• **What you should do**
Starting at the first line and ending at the one with "context = document.querySelector('canvas').getContext('2d');", give the lines of the listing again exactly, and nothing else; skip the pictures.

------------------------

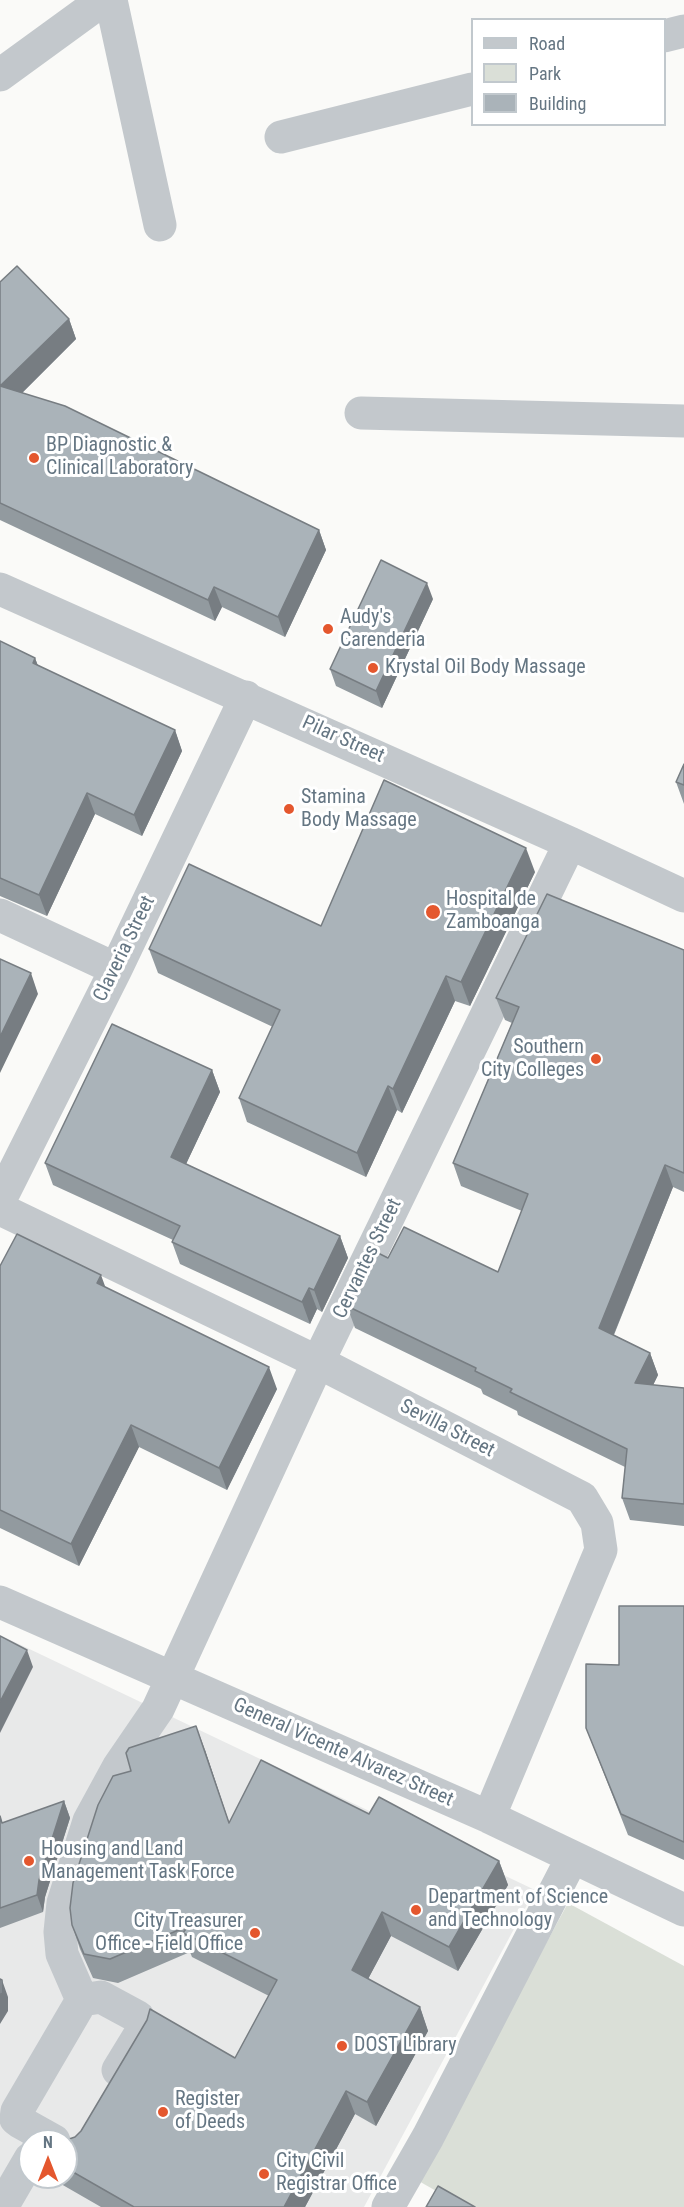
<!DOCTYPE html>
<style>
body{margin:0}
#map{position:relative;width:684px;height:2207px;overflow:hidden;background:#fafaf8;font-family:"Roboto Condensed",sans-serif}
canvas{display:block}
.legend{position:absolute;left:471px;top:18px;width:195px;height:108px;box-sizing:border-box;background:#fff;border:2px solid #c1c8cd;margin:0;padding:8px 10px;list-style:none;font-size:18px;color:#657683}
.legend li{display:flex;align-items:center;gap:12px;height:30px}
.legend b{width:30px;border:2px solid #c1c8cd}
.north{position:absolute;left:18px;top:2129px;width:60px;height:60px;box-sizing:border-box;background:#fff;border:2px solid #c1c8cd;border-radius:50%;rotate:0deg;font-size:16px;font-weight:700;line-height:24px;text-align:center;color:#657683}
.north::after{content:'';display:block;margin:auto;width:21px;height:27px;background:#e4572e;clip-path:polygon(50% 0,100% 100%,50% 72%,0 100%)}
</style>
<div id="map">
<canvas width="684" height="2207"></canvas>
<ul class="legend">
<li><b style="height:8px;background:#c3c8cc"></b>Road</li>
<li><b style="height:16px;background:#dadfd7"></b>Park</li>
<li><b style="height:16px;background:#aab3b9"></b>Building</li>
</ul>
<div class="north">N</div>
</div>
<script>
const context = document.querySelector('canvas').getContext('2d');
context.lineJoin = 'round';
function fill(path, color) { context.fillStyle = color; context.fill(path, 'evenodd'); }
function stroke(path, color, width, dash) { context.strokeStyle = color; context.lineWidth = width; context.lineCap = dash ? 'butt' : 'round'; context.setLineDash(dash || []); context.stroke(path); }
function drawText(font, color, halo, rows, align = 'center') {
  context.font = font + ' "Roboto Condensed",sans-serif'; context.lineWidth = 6; context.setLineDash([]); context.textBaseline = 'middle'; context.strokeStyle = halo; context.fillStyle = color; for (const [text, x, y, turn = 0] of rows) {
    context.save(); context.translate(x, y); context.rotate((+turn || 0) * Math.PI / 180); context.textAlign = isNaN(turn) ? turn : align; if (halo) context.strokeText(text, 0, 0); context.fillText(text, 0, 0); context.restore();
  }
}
fill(new Path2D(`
 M0 1635 535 1890 364 2207H0ZM30 2141H66V2177H30Z`), '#e8e9e9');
fill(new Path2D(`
 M568 1903 684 1966V2207H464L417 2180Z`), '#dadfd7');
stroke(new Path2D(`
 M111 0 160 225
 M664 36 684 31
 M0 75 103 0
 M281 137 472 89
 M361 413 684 421
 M0 589 570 843 684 896
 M0 915 116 969
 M0 1200 116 969 246 697
 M0 1209 318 1362 582 1498 597 1523 601 1550 489 1817
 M0 1602 489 1817 684 1910
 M82 2000 62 1954 60 1932 63 1903 89 1821 119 1766 158 1709 318 1362 570 843
 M54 2141 20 2122 16 2119 17 2111 82 2000 101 1997 138 2017 142 2025 140 2034 118 2070
 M2 2207 30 2159
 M388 2207 428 2137 572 1858`), '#c3c8cc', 33);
fill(new Path2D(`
 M0 282 69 319 76 339 22 393 319 530 326 550 285 637 222 607 215 621 0 520Z
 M433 599 382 708 336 686 330 669Z
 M0 641 35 658 38 666 175 730 182 751 142 836 95 814 47 916 0 896Z
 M684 764V804L676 782Z
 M535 872 470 1006 455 1001 402 1113 397 1110 366 1177 247 1122 239 1098 273 1027 158 973 149 949 321 926Z
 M684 950V1192L673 1187 614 1335 650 1353 658 1375 653 1385 684 1388V1526L630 1520 622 1498 625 1467 518 1415 517 1411 483 1394 481 1389 355 1328 347 1306 388 1258 498 1272 522 1211 461 1186 453 1163 512 1023 505 1020 496 998Z
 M212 1070 220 1092 186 1164 340 1236 348 1258 322 1312 317 1309 310 1324 180 1264 172 1242 173 1240 53 1185 45 1163Z
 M0 1266 105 1287 277 1389 227 1490 139 1447 79 1566 0 1528Z
 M684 1606V1860L628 1835 586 1728 619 1665Z
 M205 1750 229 1822 369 1814 499 1861 508 1885 458 1971 391 1936 368 1979 420 2007 428 2031 376 2126 355 2114 305 2207H101L61 2184 58 2177H66V2141L235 2058 269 1996 192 1957 190 1952 118 1983 93 1978 80 1949 72 1925Z
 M64 1801 70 1818 45 1897 43 1912 0 1928V1816L2 1823Z`), '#929a9f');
fill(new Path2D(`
 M69 319 76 339 8 407 0 386Z
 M319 530 326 550 285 637 278 617Z
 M427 583 433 599 382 708 376 691Z
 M214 587 222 607 215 621 208 600Z
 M35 658 43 679 33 663Z
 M175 730 182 751 142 836 134 815Z
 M87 793 95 814 47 916 39 895Z
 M526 848 535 872 470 1006 461 982Z
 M31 973 38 994 0 1073V1037Z
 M446 976 455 1001 402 1113 393 1089Z
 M212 1070 220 1092 179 1179 171 1157Z
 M388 1086 397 1110 366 1177 357 1153Z
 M665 1165 673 1187 607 1351 599 1328Z
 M340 1236 348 1258 322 1312 314 1290Z
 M101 1275 109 1297 97 1283Z
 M309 1288 317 1309 310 1324 302 1302Z
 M650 1353 658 1375 643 1406 635 1383Z
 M269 1367 277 1389 227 1490 219 1468Z
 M131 1425 139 1447 79 1566 71 1544Z
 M27 1650 33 1667 0 1733V1702Z
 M196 1726 205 1750 237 1847 229 1823Z
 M64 1801 70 1818 45 1897 43 1912 37 1895 39 1880Z
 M499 1861 508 1885 458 1971 449 1947Z
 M382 1912 391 1936 360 1994 352 1970Z
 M2 1980 8 1997V2011L0 2024V1996Z
 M420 2007 428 2031 376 2126 367 2102Z
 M346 2091 355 2114 305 2207H284Z`), '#777d82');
const building = new Path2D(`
 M17 266 69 319 0 386 65 406 319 530 278 617 214 587 208 600 0 503V282Z
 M381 560 427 583 376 691 330 669Z
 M0 641 35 658 33 663 175 730 134 815 87 793 39 895 0 878Z
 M684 764V785L676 782Z
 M384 780 526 848 461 982 446 976 393 1089 388 1086 357 1153 239 1098 280 1010 149 949 189 864 321 926Z
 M547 894 684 950V1173L665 1165 599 1328 650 1353 635 1383 684 1388V1504L622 1498 627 1449 510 1392 512 1389 475 1371 476 1368 347 1306 374 1251 388 1258 404 1227 498 1272 528 1194 453 1163 519 1007 496 998Z
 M0 959 31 973 0 1037Z
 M112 1024 212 1070 171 1157 340 1236 314 1290 309 1288 302 1302 172 1242 180 1226 45 1163Z
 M17 1234 101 1275 97 1283 269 1367 219 1468 131 1425 71 1544 0 1510V1266Z
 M619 1606H684V1842L621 1814 586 1728V1664L619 1665Z
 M0 1636 27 1650 0 1702Z
 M196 1726 229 1823 261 1760 369 1814 379 1797 499 1861 449 1947 382 1912 352 1970 420 2007 367 2102 346 2091 284 2207H134L66 2168V2141H63L75 2137 81 2131 147 2020 150 2009 235 2058 277 1980 183 1933 188 1926 110 1959 84 1954 72 1925 70 1908 73 1883 98 1805 113 1776 131 1771 126 1753 129 1748Z
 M64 1801 39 1880 37 1895 0 1908V1816L2 1823Z
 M0 1979 2 1980V1993L0 1996Z
 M438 2186 475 2207H426Z`);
fill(building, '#aab3b9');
stroke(building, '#777d82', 1.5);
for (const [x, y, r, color] of [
 [34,458,6,"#e4572e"],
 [328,629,6,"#e4572e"],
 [373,668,6,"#e4572e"],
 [289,809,6,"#e4572e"],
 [433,912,8,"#e4572e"],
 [596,1059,6,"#e4572e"],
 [29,1861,6,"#e4572e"],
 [416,1910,6,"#e4572e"],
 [255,1933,6,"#e4572e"],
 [342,2046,6,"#e4572e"],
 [163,2112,6,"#e4572e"],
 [264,2174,6,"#e4572e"]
]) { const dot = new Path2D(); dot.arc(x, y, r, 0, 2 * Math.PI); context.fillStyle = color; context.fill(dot); stroke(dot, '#fff', 2); }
drawText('20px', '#657683', '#fff', [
 ["BP Diagnostic &",46,446],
 ["Clinical Laboratory",46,469],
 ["Audy's",340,618],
 ["Carenderia",340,641],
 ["Krystal Oil Body Massage",385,668],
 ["Stamina",301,798],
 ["Body Massage",301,821],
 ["Hospital de",446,900],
 ["Zamboanga",446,923],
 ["Southern",584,1048,"right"],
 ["City Colleges",584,1071,"right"],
 ["Housing and Land",41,1850],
 ["Management Task Force",41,1873],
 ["Department of Science",428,1898],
 ["and Technology",428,1921],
 ["City Treasurer",243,1922,"right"],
 ["Office - Field Office",243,1945,"right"],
 ["DOST Library",354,2046],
 ["Register",175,2100],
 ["of Deeds",175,2123],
 ["City Civil",276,2162],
 ["Registrar Office",276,2185]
], 'left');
drawText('20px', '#657683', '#fff', [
 ["Pilar Street",343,740,24],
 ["Claveria Street",125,949,-64],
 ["Cervantes Street",368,1259,-64],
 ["Sevilla Street",447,1429,27],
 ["General Vicente Alvarez Street",343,1753,24]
]);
</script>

------------------------

• **Task response**
<!DOCTYPE html>
<style>
body{margin:0}
#map{position:relative;width:684px;height:2207px;overflow:hidden;background:#fafaf8;font-family:"Roboto Condensed",sans-serif}
canvas{display:block}
.legend{position:absolute;left:471px;top:18px;width:195px;height:108px;box-sizing:border-box;background:#fff;border:2px solid #c1c8cd;margin:0;padding:8px 10px;list-style:none;font-size:18px;color:#657683}
.legend li{display:flex;align-items:center;gap:12px;height:30px}
.legend b{width:30px;border:2px solid #c1c8cd}
.north{position:absolute;left:18px;top:2129px;width:60px;height:60px;box-sizing:border-box;background:#fff;border:2px solid #c1c8cd;border-radius:50%;rotate:0deg;font-size:16px;font-weight:700;line-height:24px;text-align:center;color:#657683}
.north::after{content:'';display:block;margin:auto;width:21px;height:27px;background:#e4572e;clip-path:polygon(50% 0,100% 100%,50% 72%,0 100%)}
</style>
<div id="map">
<canvas width="684" height="2207"></canvas>
<ul class="legend">
<li><b style="height:8px;background:#c3c8cc"></b>Road</li>
<li><b style="height:16px;background:#dadfd7"></b>Park</li>
<li><b style="height:16px;background:#aab3b9"></b>Building</li>
</ul>
<div class="north">N</div>
</div>
<script>
const context = document.querySelector('canvas').getContext('2d');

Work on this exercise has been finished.